__ASSIGNMENT__.
Copy each line of the listing below where the word "dead" turns up.

*** Begin section ***

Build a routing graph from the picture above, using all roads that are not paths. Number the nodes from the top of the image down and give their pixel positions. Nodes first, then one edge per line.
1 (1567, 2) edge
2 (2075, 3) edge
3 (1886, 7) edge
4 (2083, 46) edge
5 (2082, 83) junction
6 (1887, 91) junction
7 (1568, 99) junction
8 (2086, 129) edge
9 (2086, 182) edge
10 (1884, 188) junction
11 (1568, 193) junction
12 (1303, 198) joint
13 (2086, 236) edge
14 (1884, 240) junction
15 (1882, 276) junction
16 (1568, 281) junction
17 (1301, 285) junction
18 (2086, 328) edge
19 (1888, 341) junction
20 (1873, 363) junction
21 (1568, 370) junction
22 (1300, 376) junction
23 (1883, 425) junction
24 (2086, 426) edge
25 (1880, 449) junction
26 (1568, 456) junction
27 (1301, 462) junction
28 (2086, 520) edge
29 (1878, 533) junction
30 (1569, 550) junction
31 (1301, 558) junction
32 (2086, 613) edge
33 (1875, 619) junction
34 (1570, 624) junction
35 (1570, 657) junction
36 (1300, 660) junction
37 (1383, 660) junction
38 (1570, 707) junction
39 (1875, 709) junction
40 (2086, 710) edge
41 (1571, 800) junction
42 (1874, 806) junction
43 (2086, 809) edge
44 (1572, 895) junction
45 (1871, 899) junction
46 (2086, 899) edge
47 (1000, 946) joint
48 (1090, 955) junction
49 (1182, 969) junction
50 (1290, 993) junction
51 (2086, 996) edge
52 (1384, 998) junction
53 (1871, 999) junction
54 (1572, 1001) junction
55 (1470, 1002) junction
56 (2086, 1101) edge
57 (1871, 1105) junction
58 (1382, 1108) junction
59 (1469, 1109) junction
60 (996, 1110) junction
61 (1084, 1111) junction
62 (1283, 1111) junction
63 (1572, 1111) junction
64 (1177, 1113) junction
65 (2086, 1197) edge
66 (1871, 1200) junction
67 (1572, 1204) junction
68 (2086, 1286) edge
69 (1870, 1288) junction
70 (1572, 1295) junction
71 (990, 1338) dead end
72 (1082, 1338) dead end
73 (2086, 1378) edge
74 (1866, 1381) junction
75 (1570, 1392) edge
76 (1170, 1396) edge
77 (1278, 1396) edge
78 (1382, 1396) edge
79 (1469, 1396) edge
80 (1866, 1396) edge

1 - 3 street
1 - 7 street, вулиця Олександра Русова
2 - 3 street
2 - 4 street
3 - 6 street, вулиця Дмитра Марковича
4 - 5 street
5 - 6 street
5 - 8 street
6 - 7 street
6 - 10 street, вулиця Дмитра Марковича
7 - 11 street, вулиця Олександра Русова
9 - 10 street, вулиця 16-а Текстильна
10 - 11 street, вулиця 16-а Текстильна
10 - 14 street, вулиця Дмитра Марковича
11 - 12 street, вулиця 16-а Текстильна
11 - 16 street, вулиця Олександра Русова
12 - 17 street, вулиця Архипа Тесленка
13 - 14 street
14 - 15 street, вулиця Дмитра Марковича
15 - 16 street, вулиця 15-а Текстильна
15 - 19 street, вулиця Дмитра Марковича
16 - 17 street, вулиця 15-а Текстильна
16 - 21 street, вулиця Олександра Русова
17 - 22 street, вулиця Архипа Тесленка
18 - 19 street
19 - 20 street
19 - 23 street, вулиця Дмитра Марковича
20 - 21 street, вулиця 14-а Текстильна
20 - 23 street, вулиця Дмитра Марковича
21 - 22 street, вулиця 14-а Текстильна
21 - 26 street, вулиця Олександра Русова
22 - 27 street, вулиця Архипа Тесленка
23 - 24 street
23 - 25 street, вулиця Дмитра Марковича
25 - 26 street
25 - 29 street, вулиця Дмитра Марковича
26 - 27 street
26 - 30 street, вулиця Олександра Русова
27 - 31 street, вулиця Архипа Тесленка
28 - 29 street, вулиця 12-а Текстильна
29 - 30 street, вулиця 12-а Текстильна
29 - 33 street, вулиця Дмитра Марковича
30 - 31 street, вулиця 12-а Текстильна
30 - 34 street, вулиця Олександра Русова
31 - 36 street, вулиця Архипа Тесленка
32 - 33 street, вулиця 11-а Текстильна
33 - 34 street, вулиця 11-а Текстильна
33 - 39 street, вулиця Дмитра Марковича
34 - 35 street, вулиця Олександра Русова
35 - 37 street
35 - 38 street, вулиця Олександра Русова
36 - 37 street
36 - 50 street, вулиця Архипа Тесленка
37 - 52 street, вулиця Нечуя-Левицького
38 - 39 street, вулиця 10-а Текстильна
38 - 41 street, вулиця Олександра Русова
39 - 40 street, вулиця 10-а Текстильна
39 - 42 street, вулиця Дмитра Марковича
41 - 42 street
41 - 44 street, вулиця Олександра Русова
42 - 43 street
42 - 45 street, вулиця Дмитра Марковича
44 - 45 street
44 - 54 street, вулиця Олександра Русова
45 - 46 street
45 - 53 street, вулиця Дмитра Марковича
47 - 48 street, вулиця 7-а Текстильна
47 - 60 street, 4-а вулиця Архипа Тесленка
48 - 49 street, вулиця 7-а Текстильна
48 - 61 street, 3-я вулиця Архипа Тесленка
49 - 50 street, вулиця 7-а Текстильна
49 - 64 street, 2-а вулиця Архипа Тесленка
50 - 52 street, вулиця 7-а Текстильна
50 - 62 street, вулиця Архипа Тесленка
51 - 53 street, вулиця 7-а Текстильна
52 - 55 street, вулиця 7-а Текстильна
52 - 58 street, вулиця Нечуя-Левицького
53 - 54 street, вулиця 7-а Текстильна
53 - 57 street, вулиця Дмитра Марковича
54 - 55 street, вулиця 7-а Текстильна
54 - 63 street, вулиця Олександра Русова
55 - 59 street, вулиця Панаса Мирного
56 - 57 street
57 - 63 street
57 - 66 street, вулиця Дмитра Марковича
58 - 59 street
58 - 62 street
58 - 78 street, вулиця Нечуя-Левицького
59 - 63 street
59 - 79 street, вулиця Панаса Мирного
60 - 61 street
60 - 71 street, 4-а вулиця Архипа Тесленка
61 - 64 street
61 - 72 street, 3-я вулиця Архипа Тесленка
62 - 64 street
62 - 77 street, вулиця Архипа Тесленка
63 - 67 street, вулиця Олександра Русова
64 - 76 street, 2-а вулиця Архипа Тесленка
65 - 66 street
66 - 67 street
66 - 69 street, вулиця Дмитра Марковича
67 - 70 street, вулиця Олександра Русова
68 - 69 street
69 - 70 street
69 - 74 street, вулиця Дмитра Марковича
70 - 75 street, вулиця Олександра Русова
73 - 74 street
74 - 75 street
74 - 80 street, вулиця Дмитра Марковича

*** End section ***

__WORKED SOLUTION__.
71 (990, 1338) dead end
72 (1082, 1338) dead end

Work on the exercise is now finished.